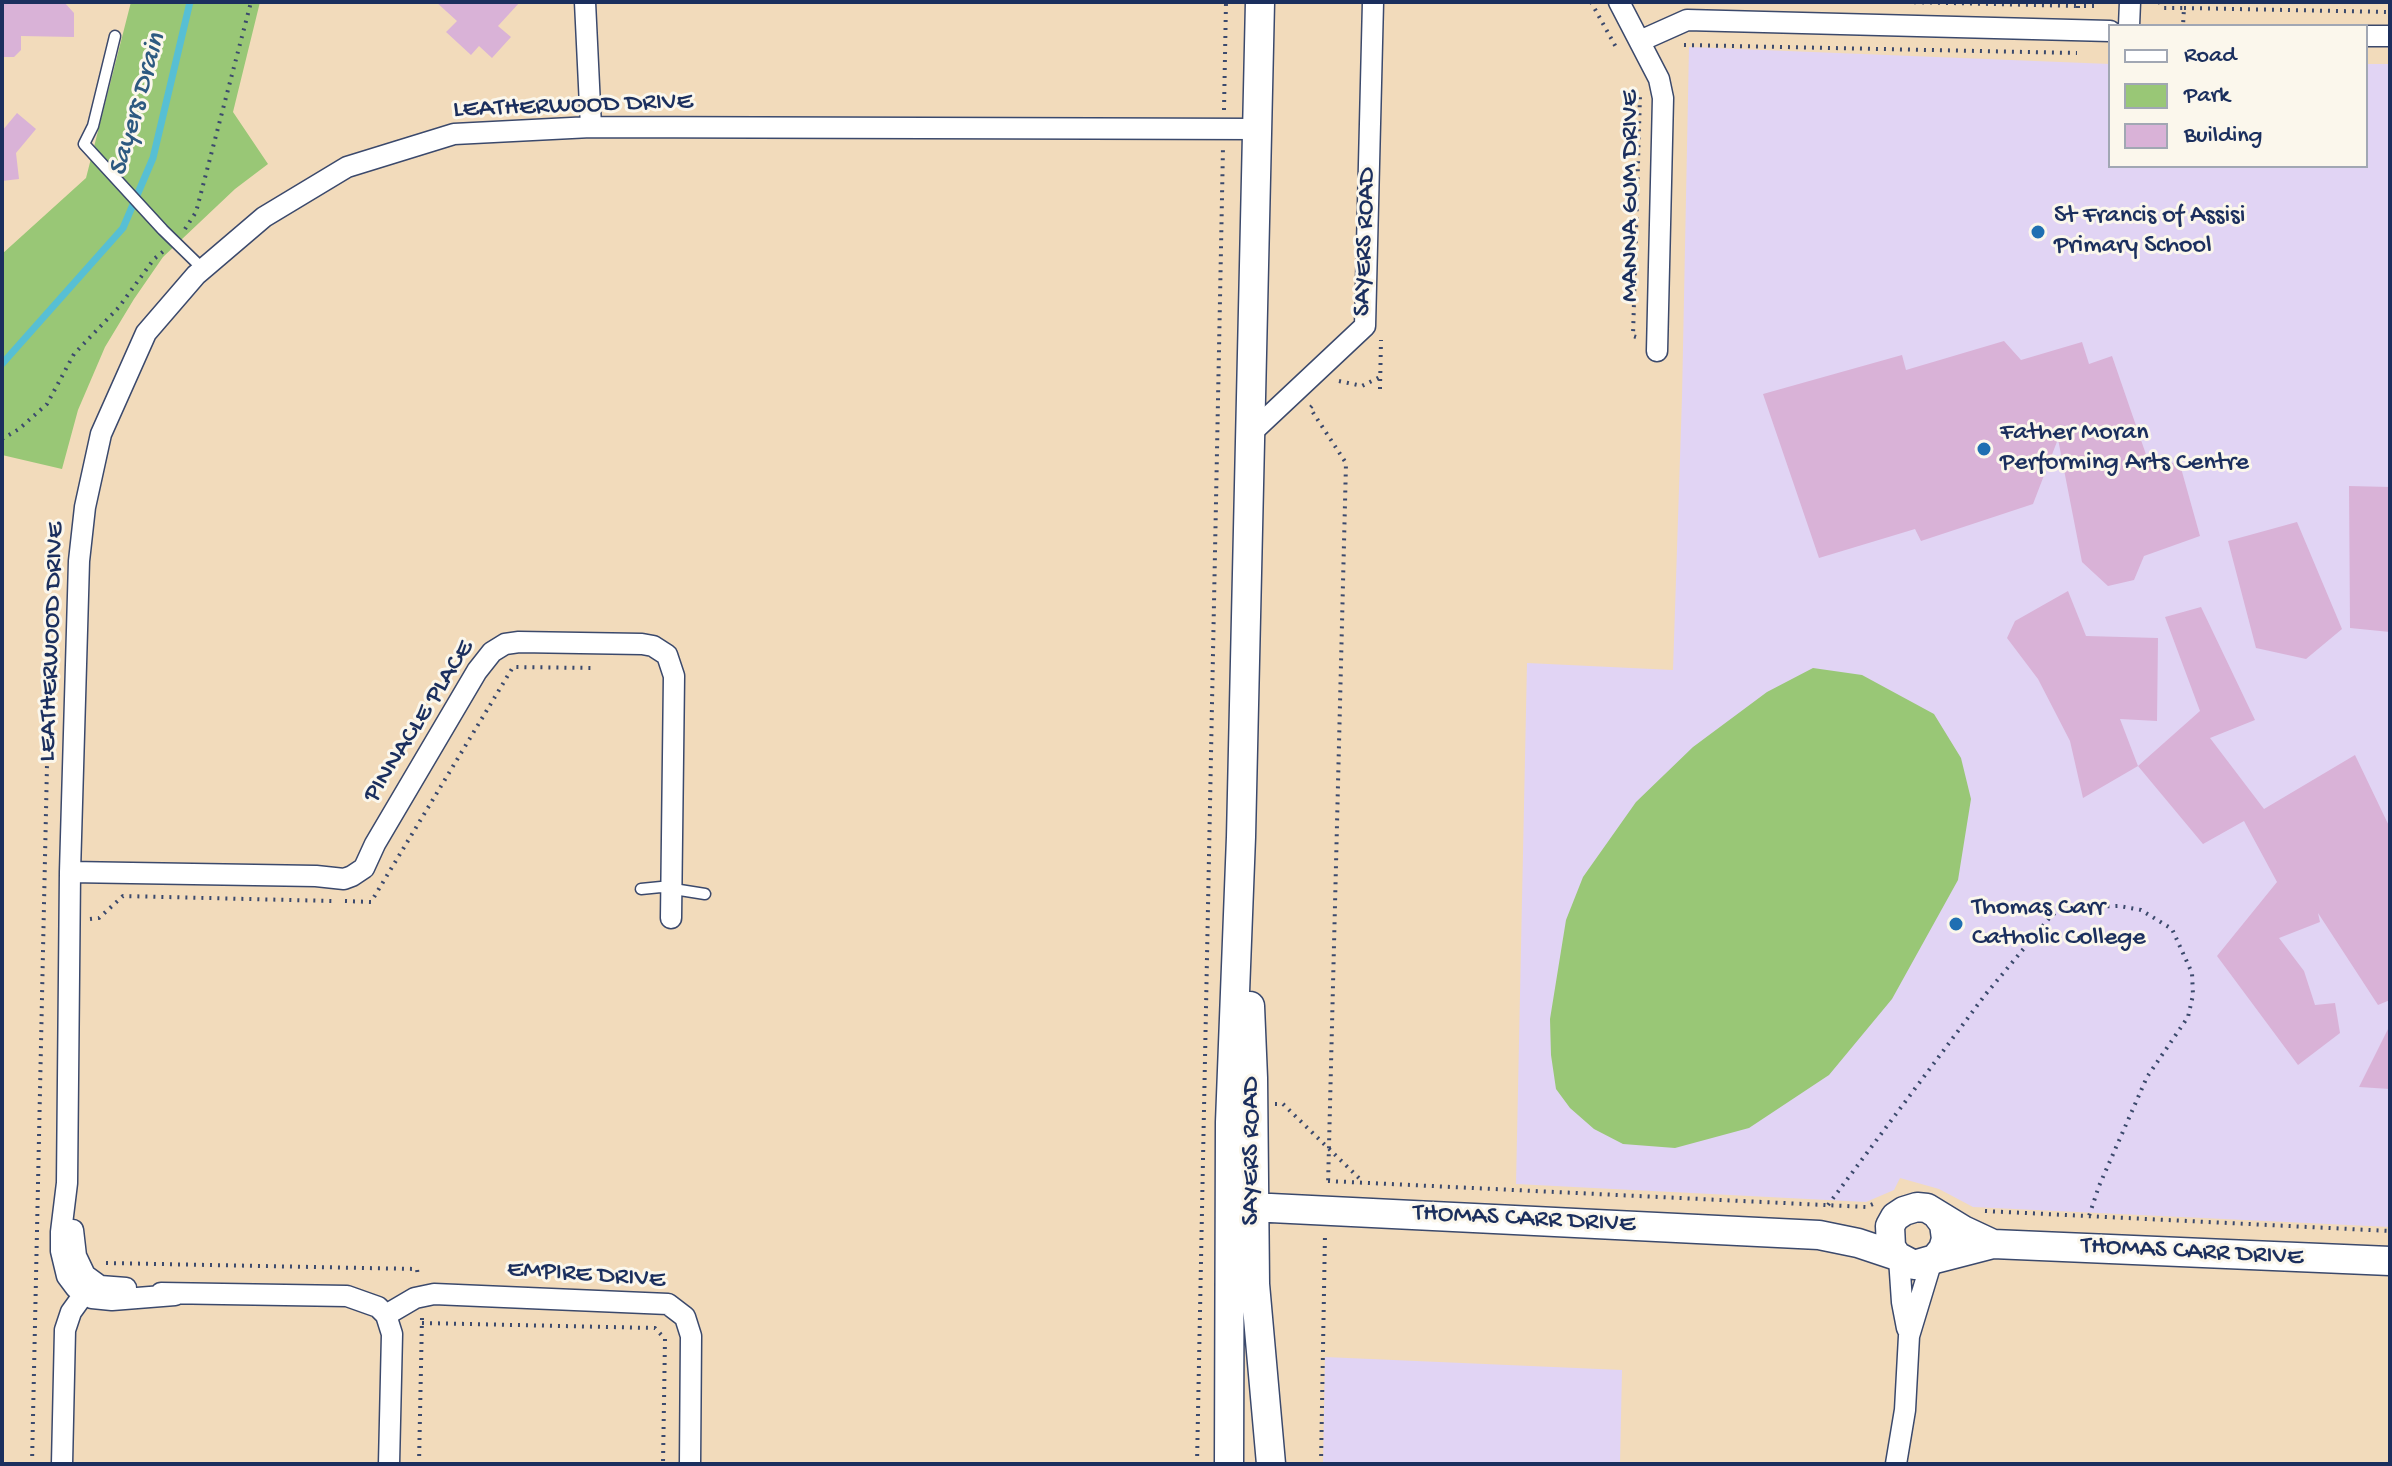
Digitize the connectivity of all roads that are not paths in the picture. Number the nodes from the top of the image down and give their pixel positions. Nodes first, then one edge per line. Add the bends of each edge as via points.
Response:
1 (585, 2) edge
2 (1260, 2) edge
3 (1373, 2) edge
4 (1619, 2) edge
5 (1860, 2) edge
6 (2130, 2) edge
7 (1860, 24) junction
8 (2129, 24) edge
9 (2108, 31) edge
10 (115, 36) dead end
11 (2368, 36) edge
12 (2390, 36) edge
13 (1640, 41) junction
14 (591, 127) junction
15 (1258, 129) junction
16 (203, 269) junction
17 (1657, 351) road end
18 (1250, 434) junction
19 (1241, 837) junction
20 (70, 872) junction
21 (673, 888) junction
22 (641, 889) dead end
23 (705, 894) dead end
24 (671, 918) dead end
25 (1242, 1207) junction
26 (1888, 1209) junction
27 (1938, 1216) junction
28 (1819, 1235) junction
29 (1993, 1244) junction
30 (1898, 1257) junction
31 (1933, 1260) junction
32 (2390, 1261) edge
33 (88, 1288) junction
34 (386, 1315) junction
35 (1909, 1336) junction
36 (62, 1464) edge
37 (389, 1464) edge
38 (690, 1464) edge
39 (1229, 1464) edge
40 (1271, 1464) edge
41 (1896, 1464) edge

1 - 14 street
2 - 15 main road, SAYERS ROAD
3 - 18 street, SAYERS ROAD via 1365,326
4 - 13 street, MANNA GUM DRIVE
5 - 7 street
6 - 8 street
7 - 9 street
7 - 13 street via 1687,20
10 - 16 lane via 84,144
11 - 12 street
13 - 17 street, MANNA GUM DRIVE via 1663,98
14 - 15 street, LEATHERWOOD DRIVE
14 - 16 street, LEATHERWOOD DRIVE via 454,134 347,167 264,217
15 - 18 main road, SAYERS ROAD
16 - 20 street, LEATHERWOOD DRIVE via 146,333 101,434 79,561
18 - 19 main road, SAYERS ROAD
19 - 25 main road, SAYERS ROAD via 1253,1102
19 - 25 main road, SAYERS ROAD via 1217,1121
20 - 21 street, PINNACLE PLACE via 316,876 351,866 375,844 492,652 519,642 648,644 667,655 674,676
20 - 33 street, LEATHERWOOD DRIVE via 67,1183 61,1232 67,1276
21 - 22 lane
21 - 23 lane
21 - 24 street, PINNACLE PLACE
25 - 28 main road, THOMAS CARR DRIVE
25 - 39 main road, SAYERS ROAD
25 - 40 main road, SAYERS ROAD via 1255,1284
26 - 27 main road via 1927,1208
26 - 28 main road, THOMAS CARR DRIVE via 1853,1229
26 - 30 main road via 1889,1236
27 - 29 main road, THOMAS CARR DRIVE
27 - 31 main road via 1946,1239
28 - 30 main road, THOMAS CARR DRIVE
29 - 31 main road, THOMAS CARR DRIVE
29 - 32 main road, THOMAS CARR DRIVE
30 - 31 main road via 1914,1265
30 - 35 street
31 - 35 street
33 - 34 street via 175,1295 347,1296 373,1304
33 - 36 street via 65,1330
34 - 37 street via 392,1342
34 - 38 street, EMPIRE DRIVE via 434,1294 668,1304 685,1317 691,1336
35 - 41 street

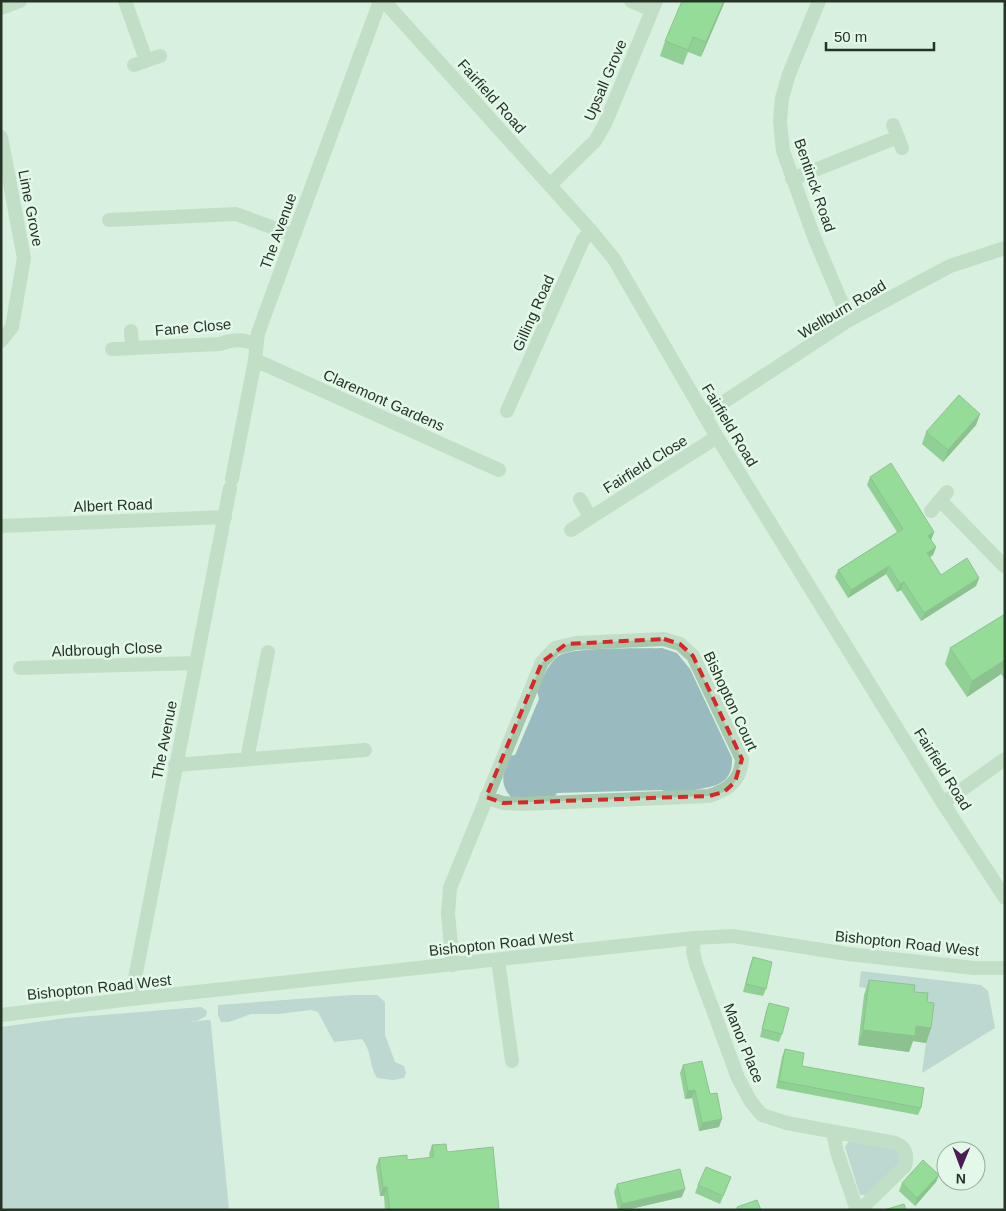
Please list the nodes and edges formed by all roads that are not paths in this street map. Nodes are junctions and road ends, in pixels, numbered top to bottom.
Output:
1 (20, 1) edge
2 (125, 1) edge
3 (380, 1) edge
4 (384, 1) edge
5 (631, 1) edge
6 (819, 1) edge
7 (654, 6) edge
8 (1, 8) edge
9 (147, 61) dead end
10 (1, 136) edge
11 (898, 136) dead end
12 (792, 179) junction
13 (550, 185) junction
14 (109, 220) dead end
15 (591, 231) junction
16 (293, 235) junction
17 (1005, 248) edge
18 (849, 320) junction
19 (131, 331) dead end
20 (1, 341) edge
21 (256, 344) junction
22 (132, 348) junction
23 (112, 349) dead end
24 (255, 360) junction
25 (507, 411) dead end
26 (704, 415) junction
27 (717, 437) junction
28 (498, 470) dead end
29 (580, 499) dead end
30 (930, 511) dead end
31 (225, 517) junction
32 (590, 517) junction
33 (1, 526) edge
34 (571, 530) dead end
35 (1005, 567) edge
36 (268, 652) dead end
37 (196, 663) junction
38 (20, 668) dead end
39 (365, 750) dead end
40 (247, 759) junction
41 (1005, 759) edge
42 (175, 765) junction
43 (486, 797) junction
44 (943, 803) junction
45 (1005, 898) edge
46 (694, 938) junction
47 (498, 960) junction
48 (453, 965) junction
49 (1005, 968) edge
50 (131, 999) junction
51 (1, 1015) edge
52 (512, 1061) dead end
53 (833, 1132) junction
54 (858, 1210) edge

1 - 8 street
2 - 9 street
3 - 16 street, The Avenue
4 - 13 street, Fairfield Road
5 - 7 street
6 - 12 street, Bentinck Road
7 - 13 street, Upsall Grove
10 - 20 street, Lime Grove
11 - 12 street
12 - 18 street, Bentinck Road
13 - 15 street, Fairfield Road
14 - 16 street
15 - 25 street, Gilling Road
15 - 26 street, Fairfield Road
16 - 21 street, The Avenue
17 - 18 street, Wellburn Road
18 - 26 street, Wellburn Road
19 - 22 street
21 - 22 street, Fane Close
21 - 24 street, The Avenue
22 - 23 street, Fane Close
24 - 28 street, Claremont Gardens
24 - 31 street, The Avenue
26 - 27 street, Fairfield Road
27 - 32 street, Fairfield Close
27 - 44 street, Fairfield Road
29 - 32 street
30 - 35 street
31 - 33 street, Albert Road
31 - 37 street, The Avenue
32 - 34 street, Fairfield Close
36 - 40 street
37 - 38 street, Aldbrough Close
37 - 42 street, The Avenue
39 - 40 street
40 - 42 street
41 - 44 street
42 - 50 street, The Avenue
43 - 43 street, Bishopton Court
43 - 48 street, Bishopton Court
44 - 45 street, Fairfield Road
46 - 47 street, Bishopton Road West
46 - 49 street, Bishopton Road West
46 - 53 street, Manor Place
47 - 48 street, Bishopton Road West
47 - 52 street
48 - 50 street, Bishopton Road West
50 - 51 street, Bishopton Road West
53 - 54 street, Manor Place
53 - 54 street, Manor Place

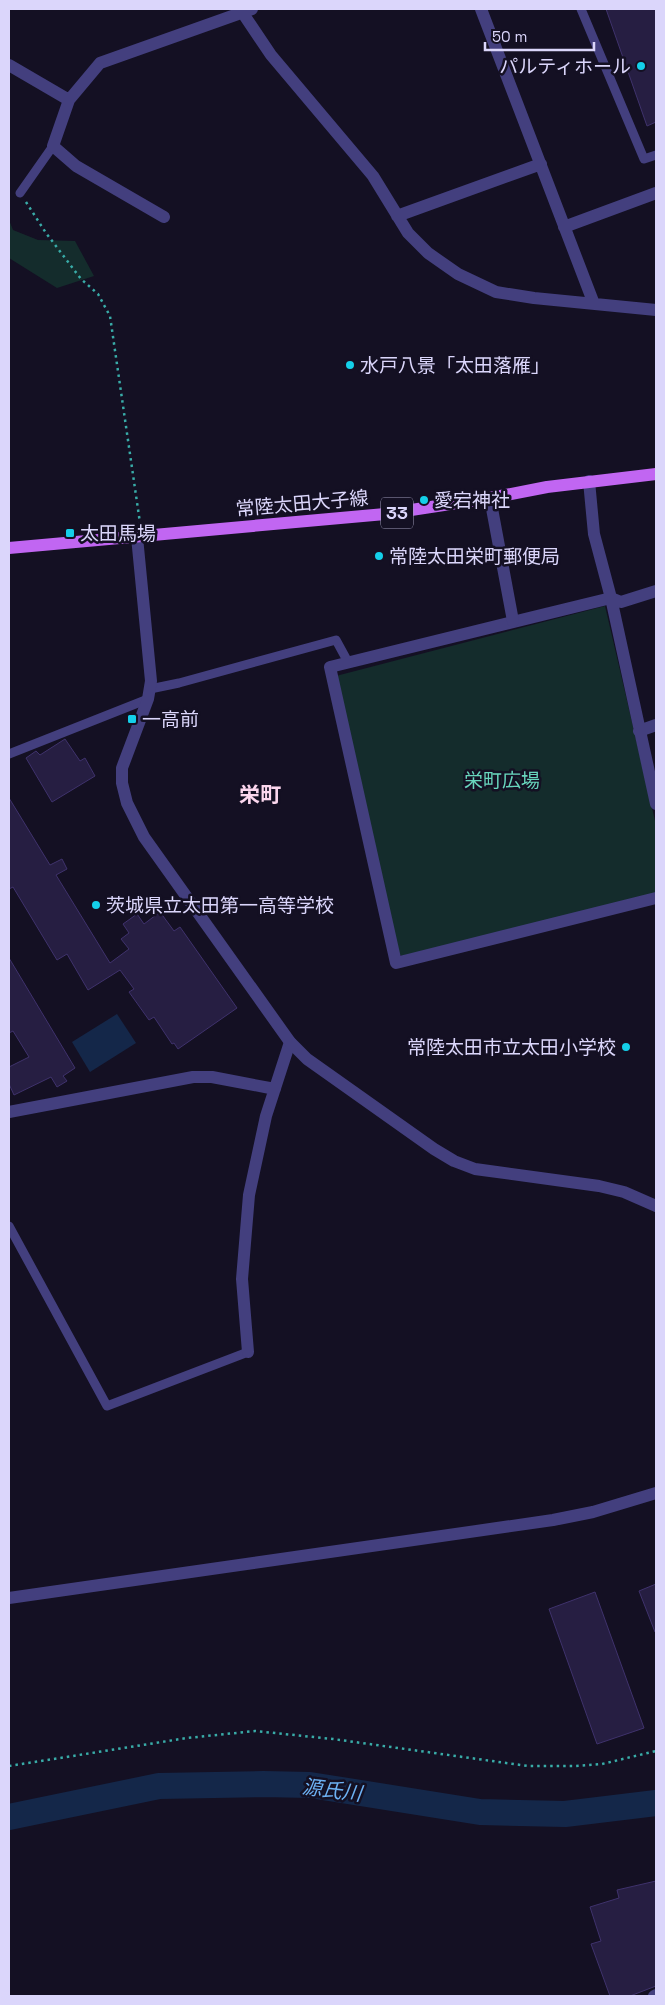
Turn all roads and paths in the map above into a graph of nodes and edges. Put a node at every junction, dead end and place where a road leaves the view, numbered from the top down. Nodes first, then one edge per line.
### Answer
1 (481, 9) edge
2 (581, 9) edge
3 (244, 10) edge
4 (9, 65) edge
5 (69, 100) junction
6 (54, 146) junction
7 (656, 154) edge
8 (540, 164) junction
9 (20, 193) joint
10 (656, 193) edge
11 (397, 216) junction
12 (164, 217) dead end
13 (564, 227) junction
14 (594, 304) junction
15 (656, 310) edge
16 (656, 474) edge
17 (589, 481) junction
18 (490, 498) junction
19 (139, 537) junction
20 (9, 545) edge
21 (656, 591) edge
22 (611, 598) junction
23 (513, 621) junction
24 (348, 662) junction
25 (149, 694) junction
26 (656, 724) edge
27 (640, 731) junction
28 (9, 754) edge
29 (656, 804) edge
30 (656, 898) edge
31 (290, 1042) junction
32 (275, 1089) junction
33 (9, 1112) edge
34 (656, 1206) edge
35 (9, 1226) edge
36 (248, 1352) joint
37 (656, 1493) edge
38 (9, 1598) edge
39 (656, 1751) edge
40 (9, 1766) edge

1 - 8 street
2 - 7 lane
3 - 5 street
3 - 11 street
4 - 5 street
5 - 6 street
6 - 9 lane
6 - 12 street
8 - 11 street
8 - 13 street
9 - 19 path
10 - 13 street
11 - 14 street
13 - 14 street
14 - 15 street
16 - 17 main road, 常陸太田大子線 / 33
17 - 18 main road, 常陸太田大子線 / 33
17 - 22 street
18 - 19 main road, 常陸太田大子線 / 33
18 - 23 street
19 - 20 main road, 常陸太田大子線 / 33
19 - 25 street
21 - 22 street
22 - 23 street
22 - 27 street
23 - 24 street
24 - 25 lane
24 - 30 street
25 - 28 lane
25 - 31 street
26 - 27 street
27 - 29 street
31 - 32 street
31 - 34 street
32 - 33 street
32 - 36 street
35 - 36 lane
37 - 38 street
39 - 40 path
○ ○ ○ ○
## What to work on
Copy out every line of the data where the word "THOMAS" occurs.

## Response to this task
25 - 28 main road, THOMAS CARR DRIVE
26 - 28 main road, THOMAS CARR DRIVE via 1853,1229
27 - 29 main road, THOMAS CARR DRIVE
28 - 30 main road, THOMAS CARR DRIVE
29 - 31 main road, THOMAS CARR DRIVE
29 - 32 main road, THOMAS CARR DRIVE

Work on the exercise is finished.